- _EXERCISE DIRECTIONS_
List every line below containing "ถนนส".

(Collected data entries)
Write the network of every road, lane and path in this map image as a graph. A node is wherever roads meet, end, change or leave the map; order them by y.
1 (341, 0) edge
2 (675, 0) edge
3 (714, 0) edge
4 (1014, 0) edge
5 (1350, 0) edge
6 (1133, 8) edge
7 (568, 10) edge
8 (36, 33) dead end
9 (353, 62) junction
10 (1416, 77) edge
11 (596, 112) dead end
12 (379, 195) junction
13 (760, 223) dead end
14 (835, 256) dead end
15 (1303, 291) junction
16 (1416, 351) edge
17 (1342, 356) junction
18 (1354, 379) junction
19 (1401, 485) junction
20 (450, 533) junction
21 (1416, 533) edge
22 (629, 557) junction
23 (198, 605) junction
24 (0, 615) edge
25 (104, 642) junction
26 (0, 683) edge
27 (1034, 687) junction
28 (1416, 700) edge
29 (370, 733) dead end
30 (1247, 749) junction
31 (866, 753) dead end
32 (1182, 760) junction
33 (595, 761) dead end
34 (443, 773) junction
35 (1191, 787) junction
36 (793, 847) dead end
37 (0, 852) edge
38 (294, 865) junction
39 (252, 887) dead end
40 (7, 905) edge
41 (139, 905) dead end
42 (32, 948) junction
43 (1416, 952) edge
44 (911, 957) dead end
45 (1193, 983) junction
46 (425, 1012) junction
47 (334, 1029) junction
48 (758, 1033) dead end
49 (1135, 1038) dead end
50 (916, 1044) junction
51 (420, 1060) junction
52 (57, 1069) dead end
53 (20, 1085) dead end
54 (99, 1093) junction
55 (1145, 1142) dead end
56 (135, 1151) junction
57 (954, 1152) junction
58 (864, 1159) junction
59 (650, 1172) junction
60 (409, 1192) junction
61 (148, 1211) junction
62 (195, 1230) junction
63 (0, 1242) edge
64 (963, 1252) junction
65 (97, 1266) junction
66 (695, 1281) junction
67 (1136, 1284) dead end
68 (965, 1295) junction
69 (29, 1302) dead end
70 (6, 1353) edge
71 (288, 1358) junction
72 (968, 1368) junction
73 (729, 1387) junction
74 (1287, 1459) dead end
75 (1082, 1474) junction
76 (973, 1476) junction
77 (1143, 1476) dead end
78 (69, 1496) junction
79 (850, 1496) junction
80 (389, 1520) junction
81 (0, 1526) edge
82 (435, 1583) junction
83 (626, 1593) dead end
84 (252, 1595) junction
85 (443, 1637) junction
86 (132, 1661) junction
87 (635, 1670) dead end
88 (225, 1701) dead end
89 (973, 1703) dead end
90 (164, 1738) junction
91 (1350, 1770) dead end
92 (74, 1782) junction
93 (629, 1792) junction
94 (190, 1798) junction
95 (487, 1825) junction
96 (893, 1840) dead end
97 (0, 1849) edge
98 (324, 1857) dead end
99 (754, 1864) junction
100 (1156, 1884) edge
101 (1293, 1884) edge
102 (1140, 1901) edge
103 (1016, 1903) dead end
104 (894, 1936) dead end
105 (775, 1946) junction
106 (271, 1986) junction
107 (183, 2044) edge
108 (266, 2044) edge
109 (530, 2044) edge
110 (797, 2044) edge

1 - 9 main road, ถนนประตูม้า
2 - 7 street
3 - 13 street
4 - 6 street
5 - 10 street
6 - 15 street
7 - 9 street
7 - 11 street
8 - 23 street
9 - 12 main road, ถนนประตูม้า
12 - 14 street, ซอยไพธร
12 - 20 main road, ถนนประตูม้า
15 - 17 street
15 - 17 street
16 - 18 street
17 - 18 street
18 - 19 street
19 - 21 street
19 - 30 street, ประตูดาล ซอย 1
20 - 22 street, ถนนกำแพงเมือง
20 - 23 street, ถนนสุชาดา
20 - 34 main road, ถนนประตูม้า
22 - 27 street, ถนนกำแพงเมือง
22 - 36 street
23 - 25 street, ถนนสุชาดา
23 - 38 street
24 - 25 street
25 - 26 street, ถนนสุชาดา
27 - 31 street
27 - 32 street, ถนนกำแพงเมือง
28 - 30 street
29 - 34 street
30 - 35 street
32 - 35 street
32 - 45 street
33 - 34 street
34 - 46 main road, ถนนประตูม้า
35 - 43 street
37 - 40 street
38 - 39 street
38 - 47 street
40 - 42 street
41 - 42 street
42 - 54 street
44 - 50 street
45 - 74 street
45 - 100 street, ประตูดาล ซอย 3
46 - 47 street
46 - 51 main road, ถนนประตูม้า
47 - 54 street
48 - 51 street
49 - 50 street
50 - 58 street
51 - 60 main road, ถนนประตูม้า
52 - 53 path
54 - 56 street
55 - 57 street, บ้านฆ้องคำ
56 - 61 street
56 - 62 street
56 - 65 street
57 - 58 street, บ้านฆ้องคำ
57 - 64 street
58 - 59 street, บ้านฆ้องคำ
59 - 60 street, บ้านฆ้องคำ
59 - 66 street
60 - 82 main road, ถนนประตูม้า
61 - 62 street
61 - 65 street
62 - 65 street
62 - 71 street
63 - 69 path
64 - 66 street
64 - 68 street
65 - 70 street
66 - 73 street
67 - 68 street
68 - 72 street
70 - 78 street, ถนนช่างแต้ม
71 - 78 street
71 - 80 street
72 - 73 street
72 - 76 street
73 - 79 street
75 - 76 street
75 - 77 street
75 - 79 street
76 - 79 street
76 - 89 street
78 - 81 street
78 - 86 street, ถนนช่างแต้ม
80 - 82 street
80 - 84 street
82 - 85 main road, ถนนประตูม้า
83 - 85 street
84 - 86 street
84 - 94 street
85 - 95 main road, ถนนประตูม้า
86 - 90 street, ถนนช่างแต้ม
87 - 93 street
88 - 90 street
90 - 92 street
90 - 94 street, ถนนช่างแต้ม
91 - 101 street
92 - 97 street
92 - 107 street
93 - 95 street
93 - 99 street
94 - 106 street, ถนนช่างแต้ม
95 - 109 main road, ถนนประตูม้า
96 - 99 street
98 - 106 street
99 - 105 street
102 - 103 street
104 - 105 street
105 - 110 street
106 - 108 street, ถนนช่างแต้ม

- _YOUR SOLUTION_
20 - 23 street, ถนนสุชาดา
23 - 25 street, ถนนสุชาดา
25 - 26 street, ถนนสุชาดา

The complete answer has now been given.